Mergers can upset the best planned IT projects, but they can also offer unexpected opportunities to help manage change.
Land Transport New Zealand was about to replace its phone system in 2007, when the government decided from August 2008 it would be merged with Transit New Zealand to form the New Zealand Transport Agency.
The scope of the project changed, to merge two phone systems into a single system based on Cisco’s Unified Communications System Release 6 – comprising call processing, voice mail, presence status, conferencing, video telephony and network switches.
It was fortunate that both former organisations used TelstraClear, rather than two separate telcos.
An internal team was formed to work with TelstraClear and with IBM, which came up with a design for the single system.
“We’re near the end of the rollout,” says NZTA deputy CIO Para Ganeson.
“It should be completed by the end of the year.”
What has made it a complex exercise is the merging of two sets of offices. Currently, there are around 20, which Ganeson says should be reduced to around a dozen.
“There were difficulties in the scale of the merger. This is only one stream of work and has had to be rolled out at the same time as forming a new organisation. Previously, both organisations had PSTN/PBX, which were quite disparate in each region.”
An immediate advantage of the new system has been having a directory structure in each phone. Although people from the different organisations don’t necessarily know each other, they have immediate directory access.
“Desk-to-desk video conferencing has also been very useful,” Ganeson says. “There is a lot of video conferencing going on every day between Wellington, Palmerston North and Auckland.
“We’ve got big teams in those areas and they’re conferencing together as often as three times a week.

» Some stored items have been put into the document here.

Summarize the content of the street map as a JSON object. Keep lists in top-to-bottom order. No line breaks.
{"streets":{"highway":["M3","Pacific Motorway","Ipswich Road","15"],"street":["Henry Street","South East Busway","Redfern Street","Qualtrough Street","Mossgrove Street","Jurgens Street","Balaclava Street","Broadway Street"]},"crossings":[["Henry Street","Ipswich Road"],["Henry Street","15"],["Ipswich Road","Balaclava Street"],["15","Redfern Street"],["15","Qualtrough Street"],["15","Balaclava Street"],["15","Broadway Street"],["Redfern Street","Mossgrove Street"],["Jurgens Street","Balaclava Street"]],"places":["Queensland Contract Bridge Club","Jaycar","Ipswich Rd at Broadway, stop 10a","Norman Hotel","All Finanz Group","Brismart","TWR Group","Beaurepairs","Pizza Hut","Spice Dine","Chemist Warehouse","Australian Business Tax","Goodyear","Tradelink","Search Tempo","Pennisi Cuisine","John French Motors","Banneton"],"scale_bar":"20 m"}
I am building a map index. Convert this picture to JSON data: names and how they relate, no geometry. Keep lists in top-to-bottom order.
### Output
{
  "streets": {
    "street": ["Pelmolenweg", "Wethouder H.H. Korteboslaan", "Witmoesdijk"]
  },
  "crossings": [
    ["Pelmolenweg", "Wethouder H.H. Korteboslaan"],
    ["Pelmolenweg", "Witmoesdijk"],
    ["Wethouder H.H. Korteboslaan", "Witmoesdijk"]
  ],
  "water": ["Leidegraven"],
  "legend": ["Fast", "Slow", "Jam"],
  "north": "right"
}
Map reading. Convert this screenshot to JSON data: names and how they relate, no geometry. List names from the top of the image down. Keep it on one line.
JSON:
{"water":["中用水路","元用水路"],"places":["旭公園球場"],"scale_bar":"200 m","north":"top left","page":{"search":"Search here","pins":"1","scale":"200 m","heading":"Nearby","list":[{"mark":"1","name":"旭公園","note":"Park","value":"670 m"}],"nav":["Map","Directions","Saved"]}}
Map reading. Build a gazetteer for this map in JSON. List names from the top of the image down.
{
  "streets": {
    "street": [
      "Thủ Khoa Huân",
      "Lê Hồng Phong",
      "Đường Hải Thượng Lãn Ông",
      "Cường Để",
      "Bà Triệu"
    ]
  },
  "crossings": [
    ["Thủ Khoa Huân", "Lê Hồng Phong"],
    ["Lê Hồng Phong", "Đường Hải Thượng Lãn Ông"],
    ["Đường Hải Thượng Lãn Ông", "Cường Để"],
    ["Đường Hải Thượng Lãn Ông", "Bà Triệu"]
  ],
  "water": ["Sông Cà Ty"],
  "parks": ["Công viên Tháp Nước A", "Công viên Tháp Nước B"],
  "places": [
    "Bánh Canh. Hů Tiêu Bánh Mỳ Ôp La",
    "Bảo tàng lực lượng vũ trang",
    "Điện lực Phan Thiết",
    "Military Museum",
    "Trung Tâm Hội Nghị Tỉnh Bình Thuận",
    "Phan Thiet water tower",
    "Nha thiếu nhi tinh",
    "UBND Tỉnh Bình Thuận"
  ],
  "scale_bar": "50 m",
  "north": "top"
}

“We’re capturing usage through Cisco’s Call Manager to gather metrics. We haven’t done a full analysis yet. But there are tangible savings on tolls, probably up to $300,000 a year immediately.”
He says the cost of the system, including maintenance for three years, is around $1.6 million.
“The key lesson we’ve learned is planning. You have to have a robust lab over a period. You can’t rely on the suppliers when they say they will do it.”
The downside, he says, is that if the Cisco system goes down, it takes everyone out.